**Your task:**
Across the lines of the records below, how many have the string "main" in them? Answer with the number alone.

**Study material:**
=== Begin Enclosure ===

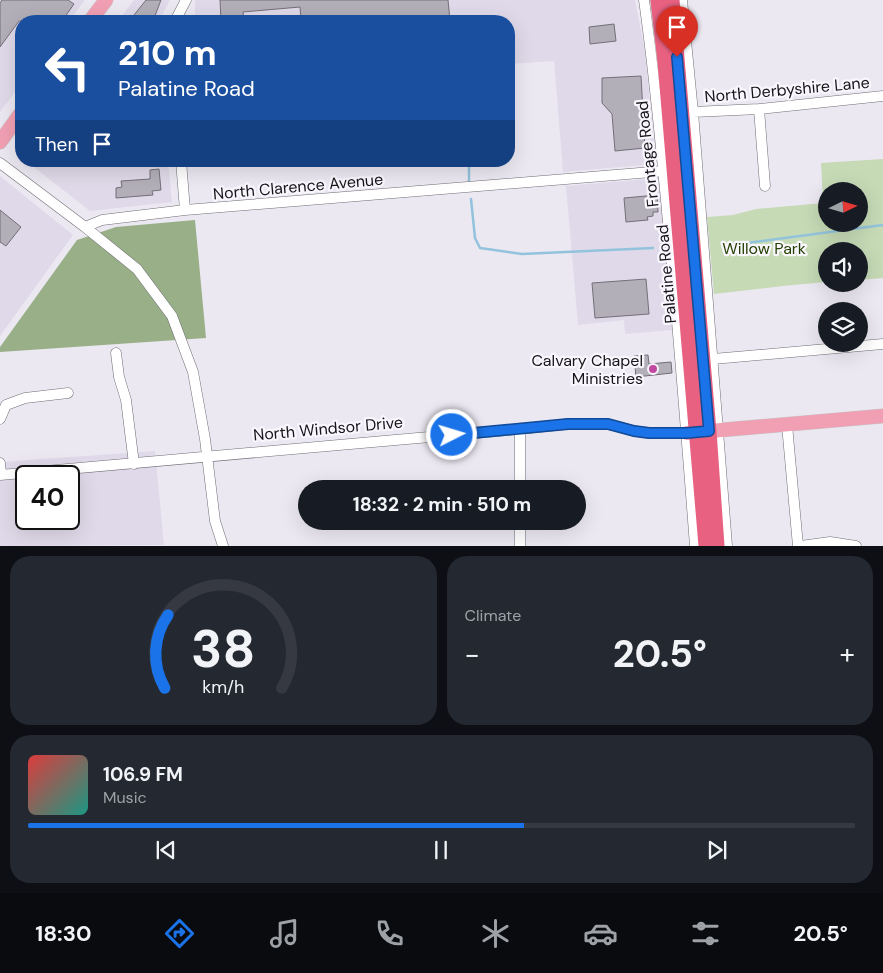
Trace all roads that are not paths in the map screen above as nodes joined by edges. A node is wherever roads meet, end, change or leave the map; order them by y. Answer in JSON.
{"nodes":[{"id":1,"x":106,"y":0,"type":"edge"},
{"id":2,"x":186,"y":0,"type":"edge"},
{"id":3,"x":644,"y":0,"type":"edge"},
{"id":4,"x":658,"y":0,"type":"edge"},
{"id":5,"x":672,"y":0,"type":"edge"},
{"id":6,"x":682,"y":0,"type":"edge"},
{"id":7,"x":95,"y":15,"type":"edge"},
{"id":8,"x":178,"y":15,"type":"edge"},
{"id":9,"x":883,"y":96,"type":"edge"},
{"id":10,"x":759,"y":109,"type":"junction"},
{"id":11,"x":693,"y":112,"type":"junction"},
{"id":12,"x":15,"y":121,"type":"edge"},
{"id":13,"x":0,"y":142,"type":"edge"},
{"id":14,"x":0,"y":163,"type":"edge"},
{"id":15,"x":181,"y":167,"type":"edge"},
{"id":16,"x":664,"y":171,"type":"junction"},
{"id":17,"x":765,"y":186,"type":"dead end"},
{"id":18,"x":185,"y":210,"type":"junction"},
{"id":19,"x":85,"y":227,"type":"junction"},
{"id":20,"x":883,"y":344,"type":"edge"},
{"id":21,"x":116,"y":353,"type":"dead end"},
{"id":22,"x":713,"y":359,"type":"junction"},
{"id":23,"x":68,"y":394,"type":"dead end"},
{"id":24,"x":883,"y":416,"type":"edge"},
{"id":25,"x":0,"y":419,"type":"edge"},
{"id":26,"x":787,"y":425,"type":"junction"},
{"id":27,"x":520,"y":429,"type":"junction"},
{"id":28,"x":703,"y":432,"type":"junction"},
{"id":29,"x":207,"y":456,"type":"junction"},
{"id":30,"x":0,"y":463,"type":"edge"},
{"id":31,"x":134,"y":464,"type":"junction"},
{"id":32,"x":0,"y":475,"type":"edge"},
{"id":33,"x":520,"y":480,"type":"edge"},
{"id":34,"x":520,"y":530,"type":"edge"},
{"id":35,"x":223,"y":546,"type":"edge"},
{"id":36,"x":520,"y":546,"type":"edge"},
{"id":37,"x":696,"y":546,"type":"edge"},
{"id":38,"x":706,"y":546,"type":"edge"},
{"id":39,"x":717,"y":546,"type":"edge"},
{"id":40,"x":727,"y":546,"type":"edge"},
{"id":41,"x":799,"y":546,"type":"edge"},
{"id":42,"x":856,"y":546,"type":"edge"}],
"edges":[{"from":1,"to":7,"type":"main road"},
{"from":2,"to":8,"type":"street"},
{"from":3,"to":16,"type":"street","name":"Frontage Road"},
{"from":4,"to":28,"type":"highway","name":"Palatine Road"},
{"from":5,"to":28,"type":"highway","name":"Palatine Road"},
{"from":6,"to":11,"type":"street","name":"Frontage Road"},
{"from":9,"to":10,"type":"street","name":"North Derbyshire Lane"},
{"from":10,"to":11,"type":"street","name":"North Derbyshire Lane"},
{"from":10,"to":17,"type":"street"},
{"from":11,"to":22,"type":"street","name":"Frontage Road"},
{"from":12,"to":13,"type":"main road"},
{"from":14,"to":19,"type":"street"},
{"from":15,"to":18,"type":"street"},
{"from":16,"to":18,"type":"street","name":"North Clarence Avenue"},
{"from":16,"to":28,"type":"street","name":"Frontage Road"},
{"from":18,"to":19,"type":"street","name":"North Clarence Avenue"},
{"from":19,"to":29,"type":"street"},
{"from":20,"to":22,"type":"street"},
{"from":21,"to":31,"type":"street"},
{"from":22,"to":28,"type":"street","name":"Frontage Road"},
{"from":23,"to":25,"type":"street"},
{"from":24,"to":26,"type":"main road","name":"North Windsor Drive"},
{"from":26,"to":28,"type":"main road","name":"North Windsor Drive"},
{"from":26,"to":41,"type":"street"},
{"from":27,"to":28,"type":"street","name":"North Windsor Drive"},
{"from":27,"to":29,"type":"street","name":"North Windsor Drive"},
{"from":27,"to":33,"type":"street"},
{"from":28,"to":37,"type":"street","name":"Frontage Road"},
{"from":28,"to":38,"type":"highway","name":"Palatine Road"},
{"from":28,"to":39,"type":"highway","name":"Palatine Road"},
{"from":28,"to":40,"type":"street","name":"Frontage Road"},
{"from":29,"to":31,"type":"street","name":"North Windsor Drive"},
{"from":29,"to":35,"type":"street"},
{"from":30,"to":32,"type":"street","name":"North Windsor Drive"},
{"from":31,"to":32,"type":"street","name":"North Windsor Drive"},
{"from":34,"to":36,"type":"street"},
{"from":41,"to":42,"type":"street"}]}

=== End Enclosure ===

**Written reply:**
4